▶ _Your goal_: Among the records below, count the lines where "dead" occurs, and report that total alone.

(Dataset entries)
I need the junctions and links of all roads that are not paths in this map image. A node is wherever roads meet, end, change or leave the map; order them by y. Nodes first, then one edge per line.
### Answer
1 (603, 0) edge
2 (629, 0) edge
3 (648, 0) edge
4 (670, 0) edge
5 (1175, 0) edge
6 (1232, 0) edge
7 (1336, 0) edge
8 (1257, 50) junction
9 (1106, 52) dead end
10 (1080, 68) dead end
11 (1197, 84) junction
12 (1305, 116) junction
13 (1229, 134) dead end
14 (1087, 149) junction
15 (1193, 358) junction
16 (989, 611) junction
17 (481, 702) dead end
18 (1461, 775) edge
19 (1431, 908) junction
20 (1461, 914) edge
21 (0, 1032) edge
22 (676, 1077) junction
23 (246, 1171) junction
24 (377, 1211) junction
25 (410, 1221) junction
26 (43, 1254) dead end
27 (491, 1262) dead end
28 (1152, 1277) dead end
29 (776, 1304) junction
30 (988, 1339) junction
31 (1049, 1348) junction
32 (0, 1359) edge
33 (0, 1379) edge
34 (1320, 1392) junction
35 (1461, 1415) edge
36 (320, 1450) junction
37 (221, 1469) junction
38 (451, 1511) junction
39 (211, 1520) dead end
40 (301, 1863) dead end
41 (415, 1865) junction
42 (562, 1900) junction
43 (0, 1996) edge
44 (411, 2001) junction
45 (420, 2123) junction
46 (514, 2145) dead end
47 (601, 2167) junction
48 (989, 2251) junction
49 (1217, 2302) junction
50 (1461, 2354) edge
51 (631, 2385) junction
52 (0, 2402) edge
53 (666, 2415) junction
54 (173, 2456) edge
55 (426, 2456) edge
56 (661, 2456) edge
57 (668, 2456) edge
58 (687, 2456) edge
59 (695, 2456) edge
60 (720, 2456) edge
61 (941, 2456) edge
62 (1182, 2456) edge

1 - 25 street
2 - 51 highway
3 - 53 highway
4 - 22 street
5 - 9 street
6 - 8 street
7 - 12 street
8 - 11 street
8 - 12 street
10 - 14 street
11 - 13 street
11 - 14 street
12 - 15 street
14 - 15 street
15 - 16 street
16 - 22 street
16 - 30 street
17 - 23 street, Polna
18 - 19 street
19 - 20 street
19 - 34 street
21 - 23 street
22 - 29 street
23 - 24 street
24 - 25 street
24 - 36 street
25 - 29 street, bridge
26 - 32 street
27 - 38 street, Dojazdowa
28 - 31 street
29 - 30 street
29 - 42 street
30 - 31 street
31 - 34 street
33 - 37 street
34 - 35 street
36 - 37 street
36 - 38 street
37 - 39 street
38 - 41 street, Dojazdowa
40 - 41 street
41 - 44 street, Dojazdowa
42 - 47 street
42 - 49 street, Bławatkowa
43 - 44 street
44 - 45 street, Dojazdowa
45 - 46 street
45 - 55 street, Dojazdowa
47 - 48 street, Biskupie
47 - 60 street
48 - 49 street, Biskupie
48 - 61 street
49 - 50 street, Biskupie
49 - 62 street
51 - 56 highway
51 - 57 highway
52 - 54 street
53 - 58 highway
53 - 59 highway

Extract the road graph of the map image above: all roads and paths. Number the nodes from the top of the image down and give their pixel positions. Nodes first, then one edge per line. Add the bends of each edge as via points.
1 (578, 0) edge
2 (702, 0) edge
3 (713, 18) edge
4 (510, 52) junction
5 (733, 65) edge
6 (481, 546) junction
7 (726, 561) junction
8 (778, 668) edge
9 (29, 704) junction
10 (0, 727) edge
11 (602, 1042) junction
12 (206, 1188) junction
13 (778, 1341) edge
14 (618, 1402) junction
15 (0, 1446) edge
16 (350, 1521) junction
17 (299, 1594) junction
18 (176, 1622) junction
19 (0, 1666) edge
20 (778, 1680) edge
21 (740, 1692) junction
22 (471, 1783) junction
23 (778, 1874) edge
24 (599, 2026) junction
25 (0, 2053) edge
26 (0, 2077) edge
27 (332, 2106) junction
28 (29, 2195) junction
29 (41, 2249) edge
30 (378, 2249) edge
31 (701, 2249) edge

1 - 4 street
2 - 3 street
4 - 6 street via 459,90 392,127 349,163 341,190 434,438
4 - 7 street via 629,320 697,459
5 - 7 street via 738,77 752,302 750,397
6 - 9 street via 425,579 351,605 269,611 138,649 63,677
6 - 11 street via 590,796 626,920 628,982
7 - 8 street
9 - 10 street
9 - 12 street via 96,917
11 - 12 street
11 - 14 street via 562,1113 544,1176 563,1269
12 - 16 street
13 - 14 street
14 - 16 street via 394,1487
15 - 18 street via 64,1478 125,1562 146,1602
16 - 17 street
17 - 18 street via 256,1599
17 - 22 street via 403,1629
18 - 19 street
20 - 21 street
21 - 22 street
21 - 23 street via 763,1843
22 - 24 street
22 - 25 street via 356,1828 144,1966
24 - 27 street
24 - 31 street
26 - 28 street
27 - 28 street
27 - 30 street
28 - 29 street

▶ _Response_: 10